On les savait experts dans la pratique du handball. Depuis hier et la victoire décrochée en quart de finale du Mondial face à la Suède (33-30), leur talent s'est exporté bien au-delà de ce rectangle de 40 x 20 m. Comme un fait exprès, comme pour se hisser à la hauteur des gigantesques tribunes du stade Pierre-Mauroy et de ses 28 000 âmes, les joueurs de l'équipe de France ont inventé le spectacle ultime, le show parfait, aussi original qu'abouti. Insupportable pour les nerfs fragiles, mais tellement savoureux pour les amateurs d'émotions fortes. Un divertissement d'un nouveau genre, capable de pousser le public à se briser la voix comme à un concert de rock, de lui retourner l'estomac comme dans un bon parc d'attractions et, même, de lui arracher une larme comme seul un happy end en a le secret.
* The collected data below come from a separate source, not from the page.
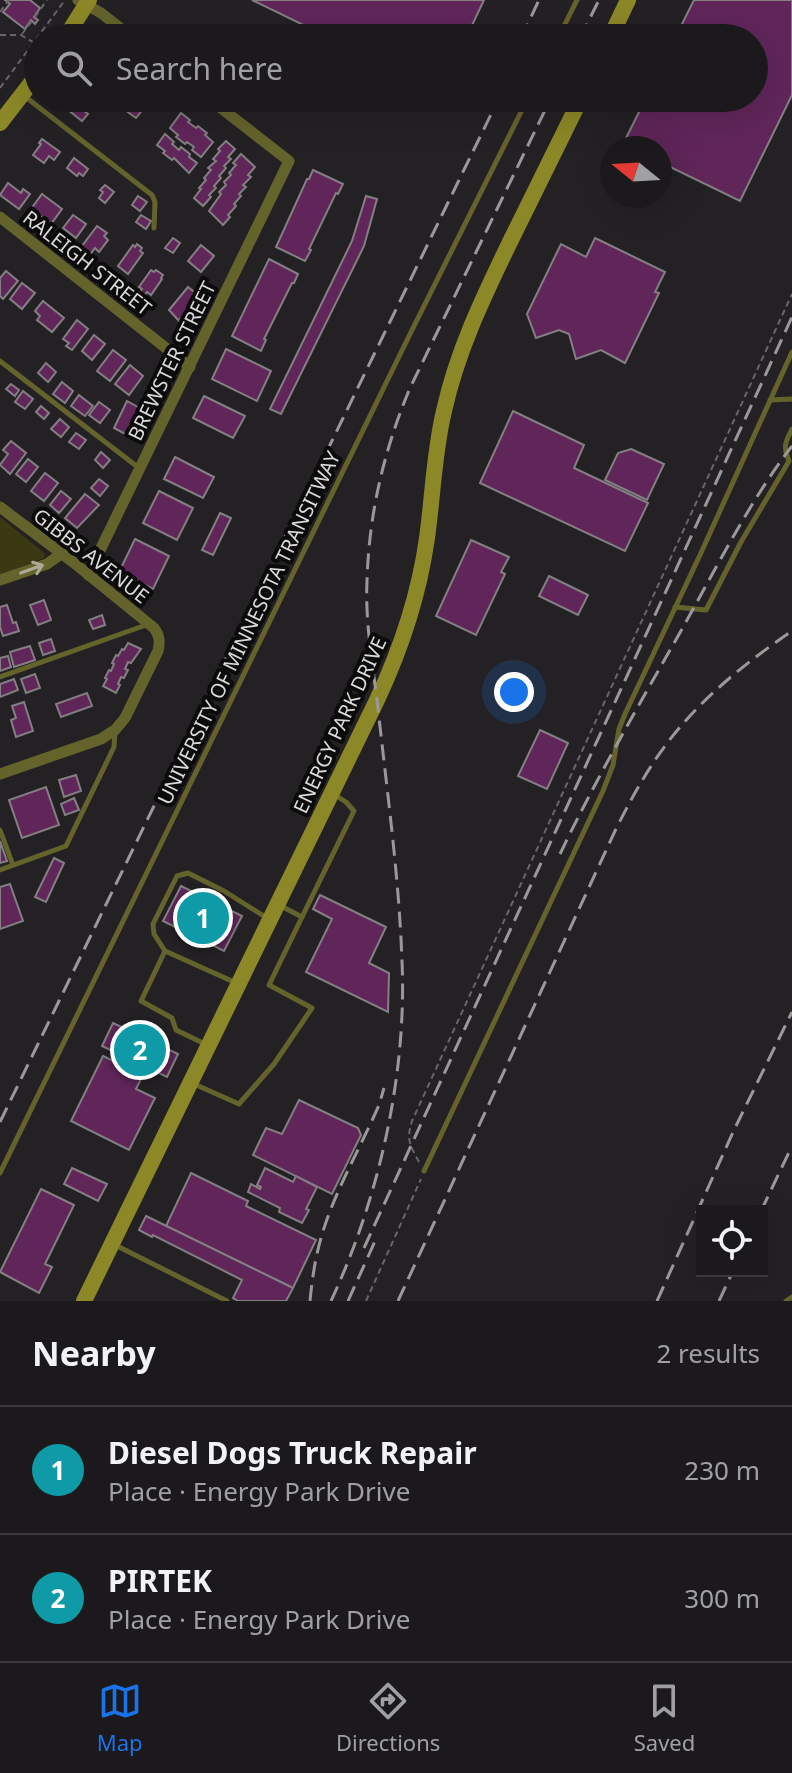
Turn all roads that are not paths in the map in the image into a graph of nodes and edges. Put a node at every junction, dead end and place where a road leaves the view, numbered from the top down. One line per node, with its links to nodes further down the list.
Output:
1 (577, 0): 6 (lane)
2 (628, 0): 7 (street)
3 (84, 2): 4 (street); 5 (street)
4 (72, 24)
5 (115, 24)
6 (565, 24)
7 (617, 24)
8 (23, 94): 13 (street)
9 (46, 112): 15 (lane)
10 (226, 112): 18 (street, BREWSTER STREET)
11 (521, 112): 44 (lane, UNIVERSITY OF MINNESOTA TRANSITWAY)
12 (574, 112): 32 (street, ENERGY PARK DRIVE)
13 (0, 123)
14 (0, 217): 18 (street, RALEIGH STREET)
15 (154, 228)
16 (792, 352): 20 (lane)
17 (0, 361): 22 (lane)
18 (190, 367): 22 (street, BREWSTER STREET)
19 (792, 399): 20 (lane)
20 (770, 400): 27 (lane)
21 (792, 429): 27 (lane)
22 (140, 468): 25 (street, BREWSTER STREET)
23 (0, 507): 24 (street, GIBBS AVENUE)
24 (61, 554): 25 (street, GIBBS AVENUE); 26 (street, one-way to 24)
25 (88, 575): 28 (street, GIBBS AVENUE)
26 (0, 580)
27 (675, 607): 43 (lane)
28 (148, 624): 29 (lane); 30 (street, GIBBS AVENUE)
29 (0, 677)
30 (115, 730): 31 (street); 34 (lane)
31 (0, 774)
32 (331, 792): 36 (street, ENERGY PARK DRIVE); 37 (lane)
33 (0, 830): 34 (lane)
34 (13, 865): 35 (lane)
35 (0, 870)
36 (277, 903): 37 (lane); 38 (street, ENERGY PARK DRIVE)
37 (302, 917): 42 (lane)
38 (269, 919): 39 (lane); 40 (street, ENERGY PARK DRIVE)
39 (165, 951): 40 (lane); 41 (lane)
40 (238, 984): 41 (street, ENERGY PARK DRIVE)
41 (208, 1045): 42 (street, ENERGY PARK DRIVE)
42 (190, 1082): 45 (street, ENERGY PARK DRIVE)
43 (424, 1171)
44 (0, 1173)
45 (111, 1243): 47 (street, ENERGY PARK DRIVE); 48 (lane)
46 (792, 1297): 49 (lane)
47 (84, 1301)
48 (227, 1301)
49 (786, 1301)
Des bleus prudents pour la demi-finale

« Ce soir, on a vécu un match tendu, hyper compliqué, mais on a été portés par un public dingue qui nous a donné un supplément d'âme, glisse ému l'entraîneur adjoint Guillaume Gille. Ce sont des grands malades, des bons malades qui ont réussi à nous transmettre toute leur énergie quand nous avions du mal à asseoir notre domination. Ça a été un grand 8 émotionnel incroyable. »

Dans le vacarme assourdissant de Villeneuve-d'Ascq, les Bleus ont aussi révélé qu'ils n'étaient jamais aussi magnifiques que dans la difficulté. Que lorsque certains cadres, comme Thierry Omeyer (2 arrêts en première période), passent au travers, il y en a toujours un pour rattraper les autres par le col. Vincent Gérard dans les buts (9 arrêts), Kentin Mahé aux pénaltys (7/7) et Nedim « la foudre » Remili, auteur des six pralines qui ont étourdi les Scandinaves, ont été les principaux artisans de la qualification de l'équipe de France pour la onzième demi-finale mondiale de son histoire. « Nous voilà à Paris, sourit le coach Didier Dinart. C'était l'objectif majeur et prioritaire. Aujourd'hui, on a ...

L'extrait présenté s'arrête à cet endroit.